--- DATA FOR PROCESSING Enclosed Below ---

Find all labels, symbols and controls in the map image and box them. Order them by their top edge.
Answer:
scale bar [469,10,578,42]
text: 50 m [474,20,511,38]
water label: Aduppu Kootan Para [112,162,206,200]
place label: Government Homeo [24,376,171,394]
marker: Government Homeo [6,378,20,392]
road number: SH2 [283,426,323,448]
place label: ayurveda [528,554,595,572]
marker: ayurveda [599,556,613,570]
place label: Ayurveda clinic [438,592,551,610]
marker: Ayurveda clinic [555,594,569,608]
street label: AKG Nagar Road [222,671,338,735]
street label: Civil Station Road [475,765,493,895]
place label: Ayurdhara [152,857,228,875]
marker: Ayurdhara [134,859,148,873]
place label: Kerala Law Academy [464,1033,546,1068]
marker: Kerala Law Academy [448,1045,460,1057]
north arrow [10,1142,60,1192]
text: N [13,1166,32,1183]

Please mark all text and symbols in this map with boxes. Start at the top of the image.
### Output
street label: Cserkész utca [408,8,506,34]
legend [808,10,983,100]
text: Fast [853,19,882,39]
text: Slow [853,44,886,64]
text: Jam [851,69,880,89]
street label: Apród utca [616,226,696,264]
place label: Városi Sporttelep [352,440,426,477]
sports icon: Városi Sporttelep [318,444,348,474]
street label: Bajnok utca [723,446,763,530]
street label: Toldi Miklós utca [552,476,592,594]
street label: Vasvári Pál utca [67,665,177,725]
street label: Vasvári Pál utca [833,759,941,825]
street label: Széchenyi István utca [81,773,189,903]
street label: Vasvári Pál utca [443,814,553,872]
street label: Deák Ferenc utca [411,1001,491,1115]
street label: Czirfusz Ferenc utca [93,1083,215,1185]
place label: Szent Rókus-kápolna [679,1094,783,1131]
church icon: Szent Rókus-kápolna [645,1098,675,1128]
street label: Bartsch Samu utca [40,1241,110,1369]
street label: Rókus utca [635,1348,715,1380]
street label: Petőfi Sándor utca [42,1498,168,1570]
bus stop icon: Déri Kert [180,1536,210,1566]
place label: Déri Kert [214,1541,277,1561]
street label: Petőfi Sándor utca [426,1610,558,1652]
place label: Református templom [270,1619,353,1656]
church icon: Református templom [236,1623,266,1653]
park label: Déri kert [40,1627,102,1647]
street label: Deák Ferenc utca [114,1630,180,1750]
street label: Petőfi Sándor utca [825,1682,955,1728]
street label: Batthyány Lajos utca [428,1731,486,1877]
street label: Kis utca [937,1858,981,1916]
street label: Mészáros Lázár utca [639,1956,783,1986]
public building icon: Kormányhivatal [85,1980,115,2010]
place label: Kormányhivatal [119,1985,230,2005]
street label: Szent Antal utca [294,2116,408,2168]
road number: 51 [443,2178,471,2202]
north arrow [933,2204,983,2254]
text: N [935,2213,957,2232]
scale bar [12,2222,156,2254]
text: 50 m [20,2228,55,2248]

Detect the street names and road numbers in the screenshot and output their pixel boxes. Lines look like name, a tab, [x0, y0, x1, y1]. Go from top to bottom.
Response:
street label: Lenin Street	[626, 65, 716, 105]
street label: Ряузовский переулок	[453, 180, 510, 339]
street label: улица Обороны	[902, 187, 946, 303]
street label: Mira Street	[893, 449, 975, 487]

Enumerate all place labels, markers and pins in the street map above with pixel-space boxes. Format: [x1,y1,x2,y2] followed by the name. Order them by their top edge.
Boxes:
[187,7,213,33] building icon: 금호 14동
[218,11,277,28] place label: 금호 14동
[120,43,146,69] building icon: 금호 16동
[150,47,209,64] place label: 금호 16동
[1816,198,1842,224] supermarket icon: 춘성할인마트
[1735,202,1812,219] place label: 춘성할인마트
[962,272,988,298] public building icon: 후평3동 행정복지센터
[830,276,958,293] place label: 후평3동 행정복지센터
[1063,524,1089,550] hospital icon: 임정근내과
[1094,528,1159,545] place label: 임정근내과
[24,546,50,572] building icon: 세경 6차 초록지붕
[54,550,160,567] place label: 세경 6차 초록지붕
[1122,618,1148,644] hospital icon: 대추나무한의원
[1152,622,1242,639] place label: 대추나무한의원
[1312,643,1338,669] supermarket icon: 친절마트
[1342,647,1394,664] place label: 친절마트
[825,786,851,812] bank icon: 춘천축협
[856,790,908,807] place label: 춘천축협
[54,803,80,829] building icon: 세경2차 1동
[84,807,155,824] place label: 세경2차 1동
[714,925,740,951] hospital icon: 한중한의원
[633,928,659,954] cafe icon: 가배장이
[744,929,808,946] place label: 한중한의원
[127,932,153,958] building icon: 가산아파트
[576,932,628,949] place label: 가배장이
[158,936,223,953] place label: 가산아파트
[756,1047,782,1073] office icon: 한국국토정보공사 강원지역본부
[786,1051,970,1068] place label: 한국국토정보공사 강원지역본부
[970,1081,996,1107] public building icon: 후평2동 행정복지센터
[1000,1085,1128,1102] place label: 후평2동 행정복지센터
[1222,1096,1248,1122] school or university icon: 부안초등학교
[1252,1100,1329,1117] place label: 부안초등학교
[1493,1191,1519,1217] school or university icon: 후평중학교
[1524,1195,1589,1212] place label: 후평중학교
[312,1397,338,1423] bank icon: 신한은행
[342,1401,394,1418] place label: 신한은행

--- End of Enclosed DATA FOR PROCESSING ---

■ EXERCISE GOAL
Copy all the records exactly so that no character differs from the source.

■ OUTPUT FOR THIS TASK
Find all labels, symbols and controls in the map image and box them. Order them by their top edge.
Answer:
scale bar [469,10,578,42]
text: 50 m [474,20,511,38]
water label: Aduppu Kootan Para [112,162,206,200]
place label: Government Homeo [24,376,171,394]
marker: Government Homeo [6,378,20,392]
road number: SH2 [283,426,323,448]
place label: ayurveda [528,554,595,572]
marker: ayurveda [599,556,613,570]
place label: Ayurveda clinic [438,592,551,610]
marker: Ayurveda clinic [555,594,569,608]
street label: AKG Nagar Road [222,671,338,735]
street label: Civil Station Road [475,765,493,895]
place label: Ayurdhara [152,857,228,875]
marker: Ayurdhara [134,859,148,873]
place label: Kerala Law Academy [464,1033,546,1068]
marker: Kerala Law Academy [448,1045,460,1057]
north arrow [10,1142,60,1192]
text: N [13,1166,32,1183]

Please mark all text and symbols in this map with boxes. Start at the top of the image.
### Output
street label: Cserkész utca [408,8,506,34]
legend [808,10,983,100]
text: Fast [853,19,882,39]
text: Slow [853,44,886,64]
text: Jam [851,69,880,89]
street label: Apród utca [616,226,696,264]
place label: Városi Sporttelep [352,440,426,477]
sports icon: Városi Sporttelep [318,444,348,474]
street label: Bajnok utca [723,446,763,530]
street label: Toldi Miklós utca [552,476,592,594]
street label: Vasvári Pál utca [67,665,177,725]
street label: Vasvári Pál utca [833,759,941,825]
street label: Széchenyi István utca [81,773,189,903]
street label: Vasvári Pál utca [443,814,553,872]
street label: Deák Ferenc utca [411,1001,491,1115]
street label: Czirfusz Ferenc utca [93,1083,215,1185]
place label: Szent Rókus-kápolna [679,1094,783,1131]
church icon: Szent Rókus-kápolna [645,1098,675,1128]
street label: Bartsch Samu utca [40,1241,110,1369]
street label: Rókus utca [635,1348,715,1380]
street label: Petőfi Sándor utca [42,1498,168,1570]
bus stop icon: Déri Kert [180,1536,210,1566]
place label: Déri Kert [214,1541,277,1561]
street label: Petőfi Sándor utca [426,1610,558,1652]
place label: Református templom [270,1619,353,1656]
church icon: Református templom [236,1623,266,1653]
park label: Déri kert [40,1627,102,1647]
street label: Deák Ferenc utca [114,1630,180,1750]
street label: Petőfi Sándor utca [825,1682,955,1728]
street label: Batthyány Lajos utca [428,1731,486,1877]
street label: Kis utca [937,1858,981,1916]
street label: Mészáros Lázár utca [639,1956,783,1986]
public building icon: Kormányhivatal [85,1980,115,2010]
place label: Kormányhivatal [119,1985,230,2005]
street label: Szent Antal utca [294,2116,408,2168]
road number: 51 [443,2178,471,2202]
north arrow [933,2204,983,2254]
text: N [935,2213,957,2232]
scale bar [12,2222,156,2254]
text: 50 m [20,2228,55,2248]

Detect the street names and road numbers in the screenshot and output their pixel boxes. Lines look like name, a tab, [x0, y0, x1, y1]. Go from top to bottom.
Response:
street label: Lenin Street	[626, 65, 716, 105]
street label: Ряузовский переулок	[453, 180, 510, 339]
street label: улица Обороны	[902, 187, 946, 303]
street label: Mira Street	[893, 449, 975, 487]

Enumerate all place labels, markers and pins in the street map above with pixel-space boxes. Format: [x1,y1,x2,y2] followed by the name. Order them by their top edge.
Boxes:
[187,7,213,33] building icon: 금호 14동
[218,11,277,28] place label: 금호 14동
[120,43,146,69] building icon: 금호 16동
[150,47,209,64] place label: 금호 16동
[1816,198,1842,224] supermarket icon: 춘성할인마트
[1735,202,1812,219] place label: 춘성할인마트
[962,272,988,298] public building icon: 후평3동 행정복지센터
[830,276,958,293] place label: 후평3동 행정복지센터
[1063,524,1089,550] hospital icon: 임정근내과
[1094,528,1159,545] place label: 임정근내과
[24,546,50,572] building icon: 세경 6차 초록지붕
[54,550,160,567] place label: 세경 6차 초록지붕
[1122,618,1148,644] hospital icon: 대추나무한의원
[1152,622,1242,639] place label: 대추나무한의원
[1312,643,1338,669] supermarket icon: 친절마트
[1342,647,1394,664] place label: 친절마트
[825,786,851,812] bank icon: 춘천축협
[856,790,908,807] place label: 춘천축협
[54,803,80,829] building icon: 세경2차 1동
[84,807,155,824] place label: 세경2차 1동
[714,925,740,951] hospital icon: 한중한의원
[633,928,659,954] cafe icon: 가배장이
[744,929,808,946] place label: 한중한의원
[127,932,153,958] building icon: 가산아파트
[576,932,628,949] place label: 가배장이
[158,936,223,953] place label: 가산아파트
[756,1047,782,1073] office icon: 한국국토정보공사 강원지역본부
[786,1051,970,1068] place label: 한국국토정보공사 강원지역본부
[970,1081,996,1107] public building icon: 후평2동 행정복지센터
[1000,1085,1128,1102] place label: 후평2동 행정복지센터
[1222,1096,1248,1122] school or university icon: 부안초등학교
[1252,1100,1329,1117] place label: 부안초등학교
[1493,1191,1519,1217] school or university icon: 후평중학교
[1524,1195,1589,1212] place label: 후평중학교
[312,1397,338,1423] bank icon: 신한은행
[342,1401,394,1418] place label: 신한은행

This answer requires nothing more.